━━━ SUPPLIED RECORDS

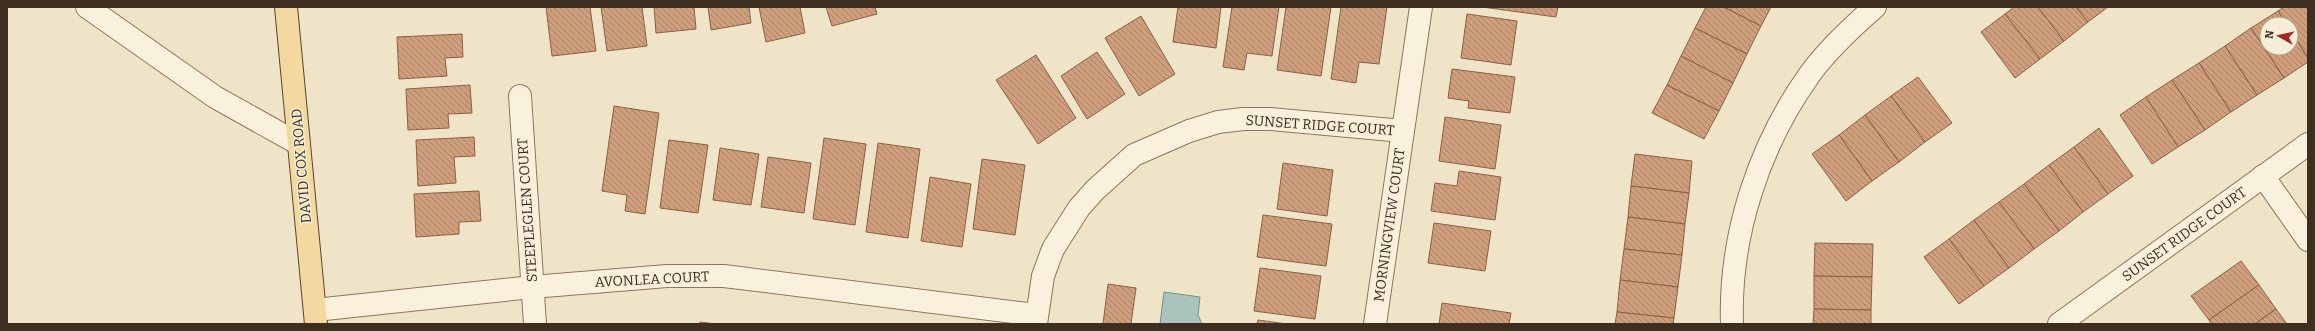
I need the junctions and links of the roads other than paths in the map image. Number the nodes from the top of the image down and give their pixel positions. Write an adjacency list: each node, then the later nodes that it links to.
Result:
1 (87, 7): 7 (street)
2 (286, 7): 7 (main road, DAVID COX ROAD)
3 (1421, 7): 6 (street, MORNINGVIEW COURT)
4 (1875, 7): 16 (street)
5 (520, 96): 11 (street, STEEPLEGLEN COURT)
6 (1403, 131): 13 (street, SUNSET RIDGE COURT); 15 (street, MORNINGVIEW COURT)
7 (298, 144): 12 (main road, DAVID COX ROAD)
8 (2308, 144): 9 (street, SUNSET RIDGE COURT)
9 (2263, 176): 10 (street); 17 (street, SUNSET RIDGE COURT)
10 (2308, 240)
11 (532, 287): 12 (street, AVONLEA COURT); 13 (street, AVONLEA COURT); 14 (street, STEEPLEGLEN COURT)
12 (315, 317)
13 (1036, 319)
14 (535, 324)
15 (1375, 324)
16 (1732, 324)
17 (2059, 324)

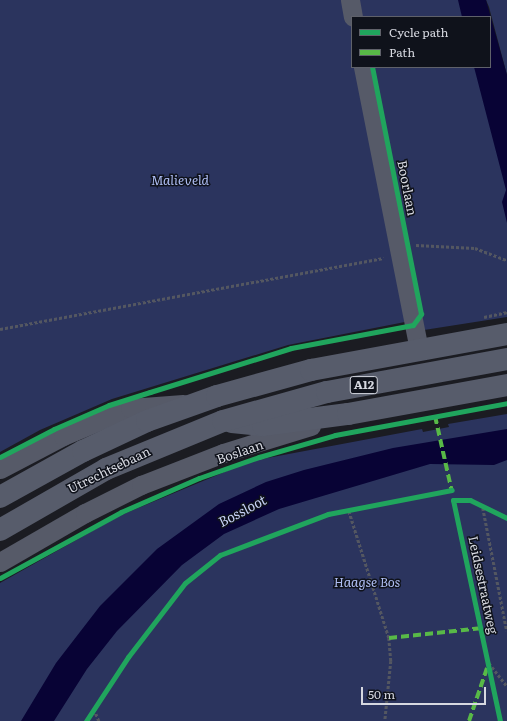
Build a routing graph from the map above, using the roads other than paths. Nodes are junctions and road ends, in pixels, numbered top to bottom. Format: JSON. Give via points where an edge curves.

━━━━━━
━━━ SUPPLIED RECORDS

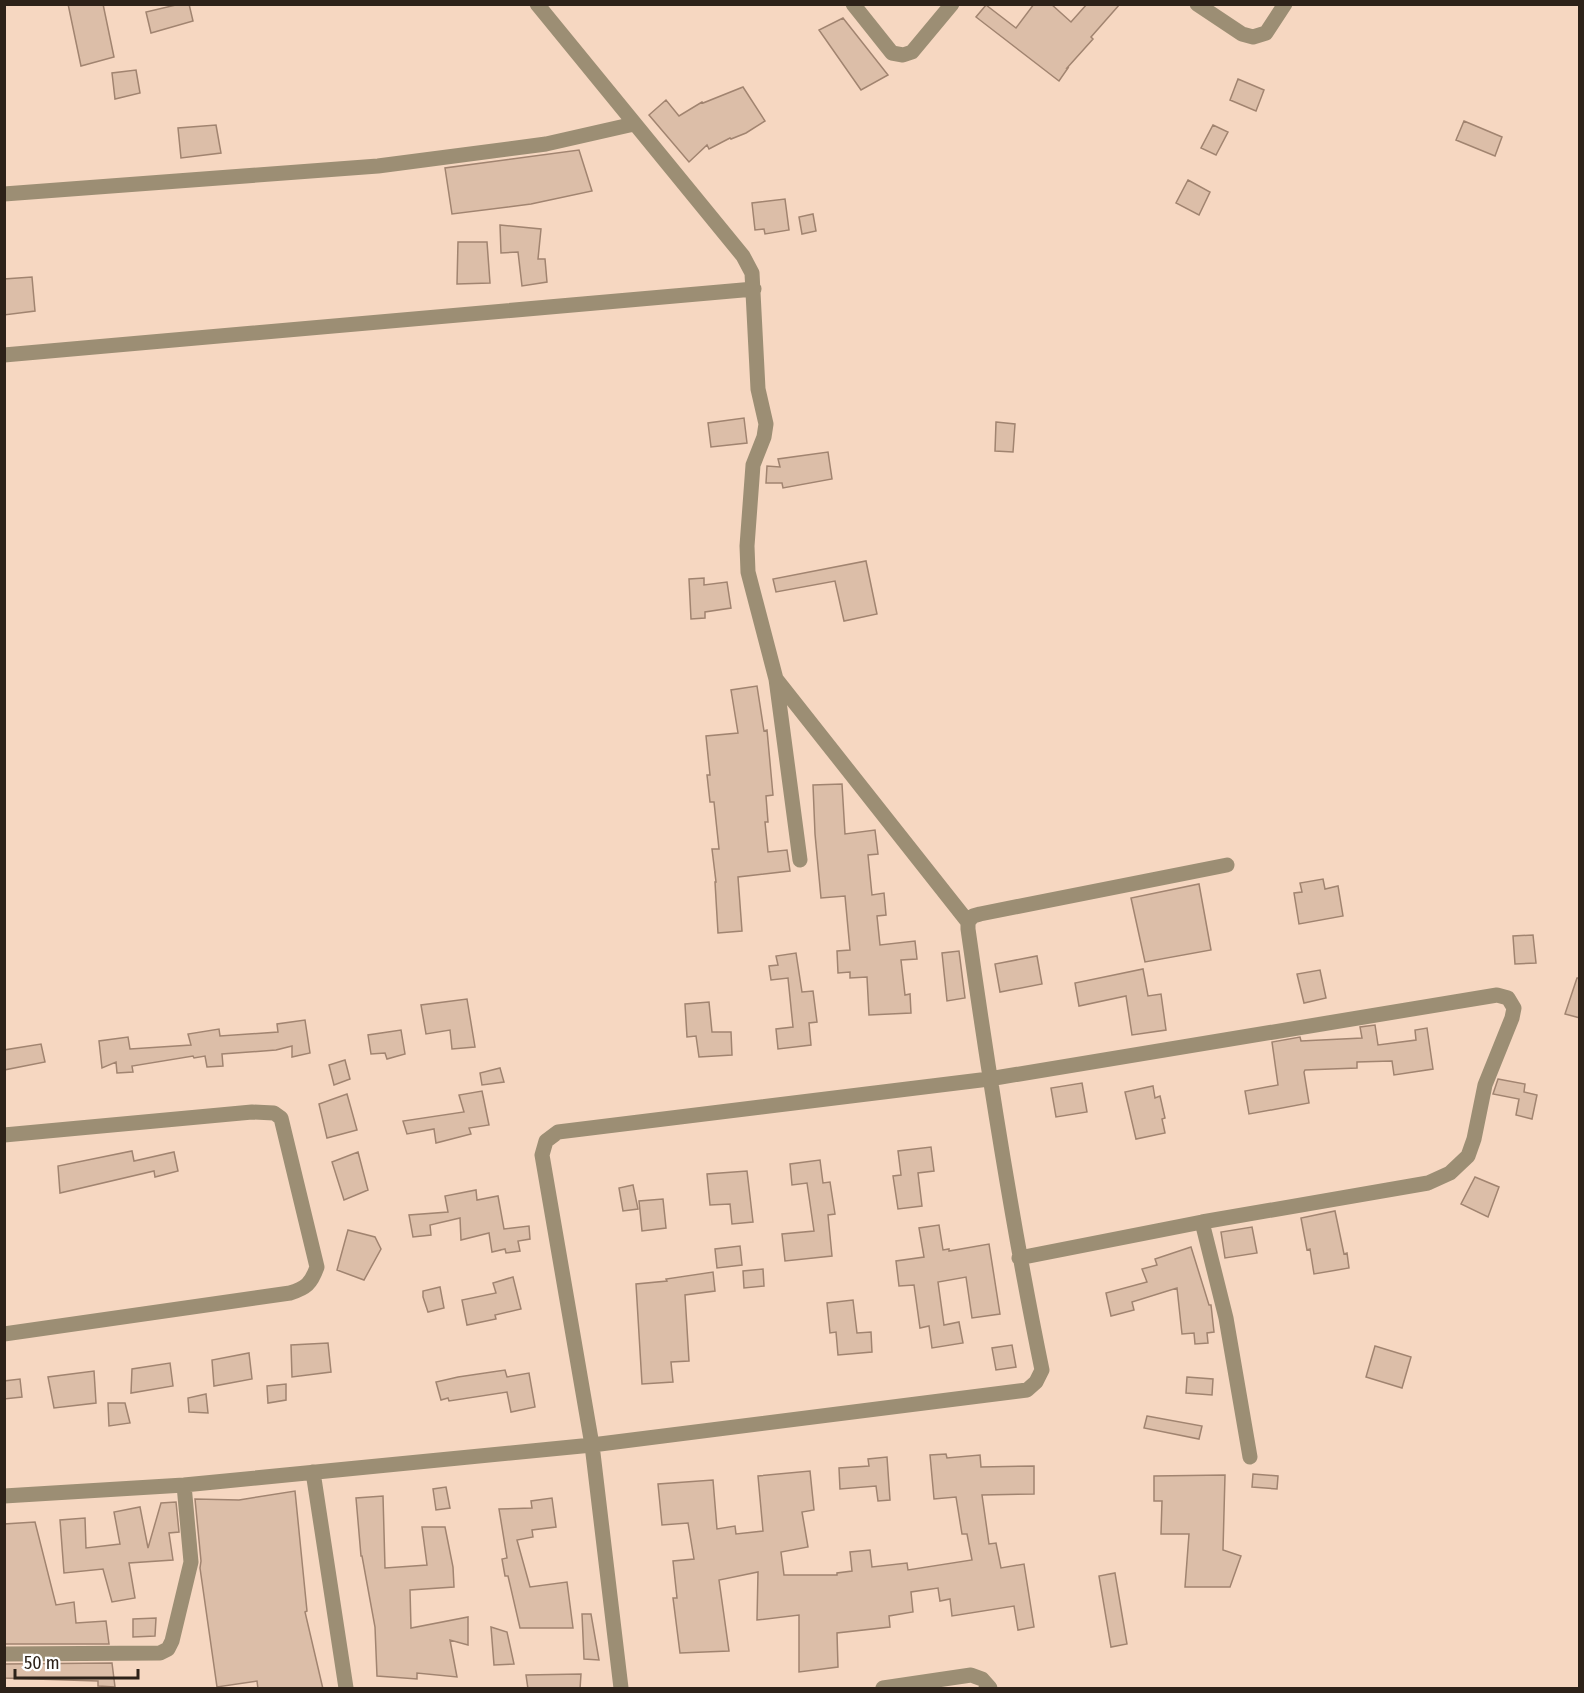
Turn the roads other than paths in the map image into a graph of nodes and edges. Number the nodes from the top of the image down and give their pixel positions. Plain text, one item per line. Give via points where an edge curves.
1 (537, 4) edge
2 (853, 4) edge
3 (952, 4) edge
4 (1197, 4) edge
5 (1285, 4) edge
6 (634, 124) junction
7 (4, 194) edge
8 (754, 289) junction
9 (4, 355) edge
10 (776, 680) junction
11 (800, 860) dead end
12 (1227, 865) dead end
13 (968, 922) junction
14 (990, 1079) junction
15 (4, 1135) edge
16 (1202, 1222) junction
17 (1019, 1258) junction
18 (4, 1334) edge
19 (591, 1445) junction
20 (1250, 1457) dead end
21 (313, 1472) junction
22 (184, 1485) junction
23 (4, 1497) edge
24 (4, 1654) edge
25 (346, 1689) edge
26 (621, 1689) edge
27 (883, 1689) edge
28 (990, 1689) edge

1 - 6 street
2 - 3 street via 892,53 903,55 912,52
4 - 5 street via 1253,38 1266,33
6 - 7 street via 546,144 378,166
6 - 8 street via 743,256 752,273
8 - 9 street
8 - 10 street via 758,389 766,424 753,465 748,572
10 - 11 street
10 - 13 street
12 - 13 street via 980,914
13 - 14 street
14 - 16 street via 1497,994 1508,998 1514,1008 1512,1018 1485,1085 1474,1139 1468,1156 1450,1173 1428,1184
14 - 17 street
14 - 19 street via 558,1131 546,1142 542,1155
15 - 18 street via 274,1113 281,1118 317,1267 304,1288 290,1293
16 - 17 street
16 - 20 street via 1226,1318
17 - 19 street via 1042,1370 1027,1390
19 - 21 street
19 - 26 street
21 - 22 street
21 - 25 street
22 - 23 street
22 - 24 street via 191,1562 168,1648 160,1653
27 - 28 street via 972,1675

━━━━━━
━━━ SUPPLIED RECORDS

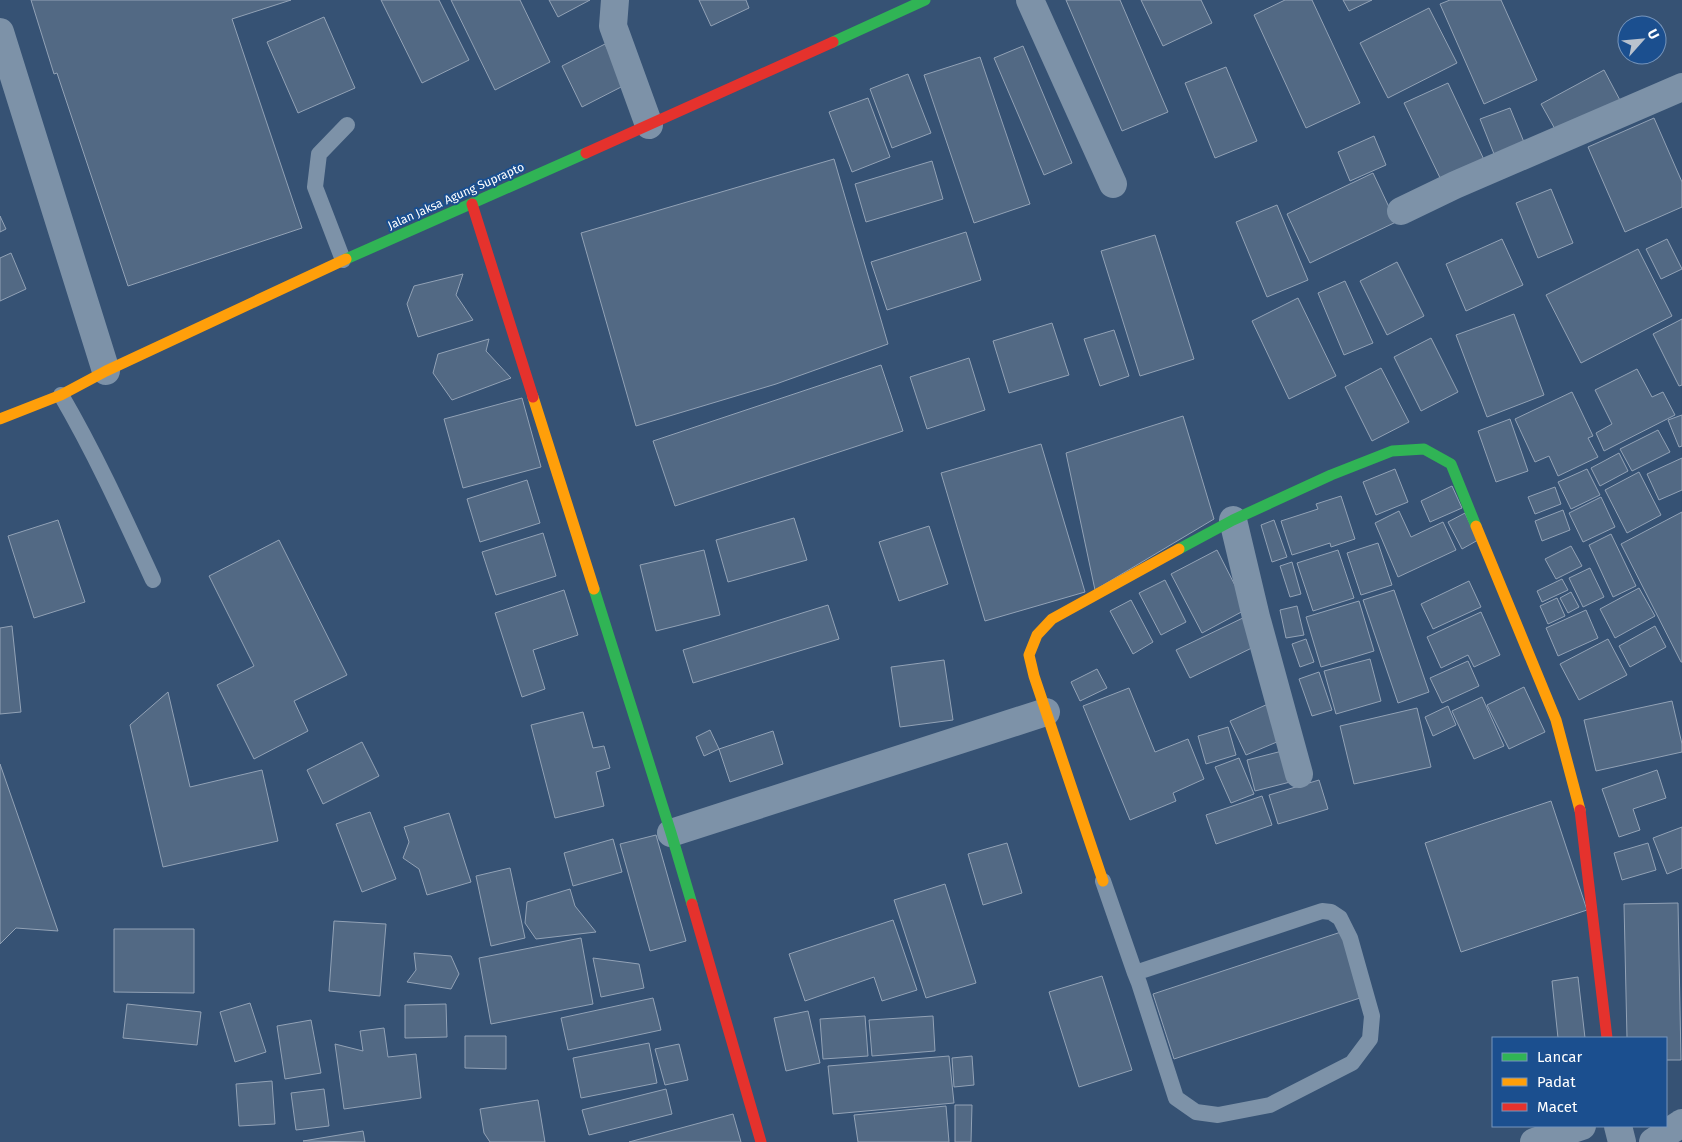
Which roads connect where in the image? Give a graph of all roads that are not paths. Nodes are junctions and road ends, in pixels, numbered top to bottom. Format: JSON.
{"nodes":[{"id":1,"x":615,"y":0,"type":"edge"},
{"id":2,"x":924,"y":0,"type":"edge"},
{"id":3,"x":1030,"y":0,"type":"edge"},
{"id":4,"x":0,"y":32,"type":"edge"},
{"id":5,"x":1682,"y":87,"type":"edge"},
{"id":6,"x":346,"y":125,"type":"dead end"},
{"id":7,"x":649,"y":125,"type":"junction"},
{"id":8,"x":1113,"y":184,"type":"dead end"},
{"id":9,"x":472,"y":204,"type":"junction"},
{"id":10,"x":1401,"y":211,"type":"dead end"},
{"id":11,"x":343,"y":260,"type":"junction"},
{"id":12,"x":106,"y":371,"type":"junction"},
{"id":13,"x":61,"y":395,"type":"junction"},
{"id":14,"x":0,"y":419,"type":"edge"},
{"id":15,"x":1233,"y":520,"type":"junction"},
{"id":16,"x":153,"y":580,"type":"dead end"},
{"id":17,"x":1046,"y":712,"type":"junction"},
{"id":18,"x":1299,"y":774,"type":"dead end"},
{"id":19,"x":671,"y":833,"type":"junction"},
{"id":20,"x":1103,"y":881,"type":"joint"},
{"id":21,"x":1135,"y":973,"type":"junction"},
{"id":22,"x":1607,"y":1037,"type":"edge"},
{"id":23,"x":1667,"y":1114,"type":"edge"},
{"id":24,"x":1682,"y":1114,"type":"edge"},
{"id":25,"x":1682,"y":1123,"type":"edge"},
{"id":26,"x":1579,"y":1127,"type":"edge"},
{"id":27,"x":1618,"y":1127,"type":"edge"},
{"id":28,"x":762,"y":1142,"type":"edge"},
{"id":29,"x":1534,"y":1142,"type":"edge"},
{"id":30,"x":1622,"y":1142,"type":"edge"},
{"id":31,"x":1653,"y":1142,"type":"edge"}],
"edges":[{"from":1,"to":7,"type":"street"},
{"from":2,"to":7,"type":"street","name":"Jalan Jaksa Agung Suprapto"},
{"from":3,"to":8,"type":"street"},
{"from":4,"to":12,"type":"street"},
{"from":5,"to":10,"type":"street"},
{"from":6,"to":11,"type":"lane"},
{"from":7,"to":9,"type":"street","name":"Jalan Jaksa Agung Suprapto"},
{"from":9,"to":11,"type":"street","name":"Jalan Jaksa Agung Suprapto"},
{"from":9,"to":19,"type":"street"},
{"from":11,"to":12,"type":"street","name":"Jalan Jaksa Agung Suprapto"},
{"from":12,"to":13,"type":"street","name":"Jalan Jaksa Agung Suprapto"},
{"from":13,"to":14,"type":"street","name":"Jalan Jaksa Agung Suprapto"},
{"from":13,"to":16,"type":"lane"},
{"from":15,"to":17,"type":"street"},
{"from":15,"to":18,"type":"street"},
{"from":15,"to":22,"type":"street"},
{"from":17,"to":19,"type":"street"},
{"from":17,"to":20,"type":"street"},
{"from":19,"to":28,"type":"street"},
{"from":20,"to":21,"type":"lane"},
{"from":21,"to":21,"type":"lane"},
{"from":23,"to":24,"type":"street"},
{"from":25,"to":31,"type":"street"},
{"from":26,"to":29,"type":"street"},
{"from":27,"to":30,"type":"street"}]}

━━━━━━

■ WHAT YOU WILL DO ■
Only the lines above from the one with "I need the junctions" to the one with "Build a routing" should be printed, both included and exactly as written; no picture belongs in the copy.

■ TASK RESPONSE ■
I need the junctions and links of the roads other than paths in the map image. Number the nodes from the top of the image down and give their pixel positions. Write an adjacency list: each node, then the later nodes that it links to.
Result:
1 (87, 7): 7 (street)
2 (286, 7): 7 (main road, DAVID COX ROAD)
3 (1421, 7): 6 (street, MORNINGVIEW COURT)
4 (1875, 7): 16 (street)
5 (520, 96): 11 (street, STEEPLEGLEN COURT)
6 (1403, 131): 13 (street, SUNSET RIDGE COURT); 15 (street, MORNINGVIEW COURT)
7 (298, 144): 12 (main road, DAVID COX ROAD)
8 (2308, 144): 9 (street, SUNSET RIDGE COURT)
9 (2263, 176): 10 (street); 17 (street, SUNSET RIDGE COURT)
10 (2308, 240)
11 (532, 287): 12 (street, AVONLEA COURT); 13 (street, AVONLEA COURT); 14 (street, STEEPLEGLEN COURT)
12 (315, 317)
13 (1036, 319)
14 (535, 324)
15 (1375, 324)
16 (1732, 324)
17 (2059, 324)

Build a routing graph from the map above, using the roads other than paths. Nodes are junctions and road ends, in pixels, numbered top to bottom. Format: JSON. Give via points where an edge curves.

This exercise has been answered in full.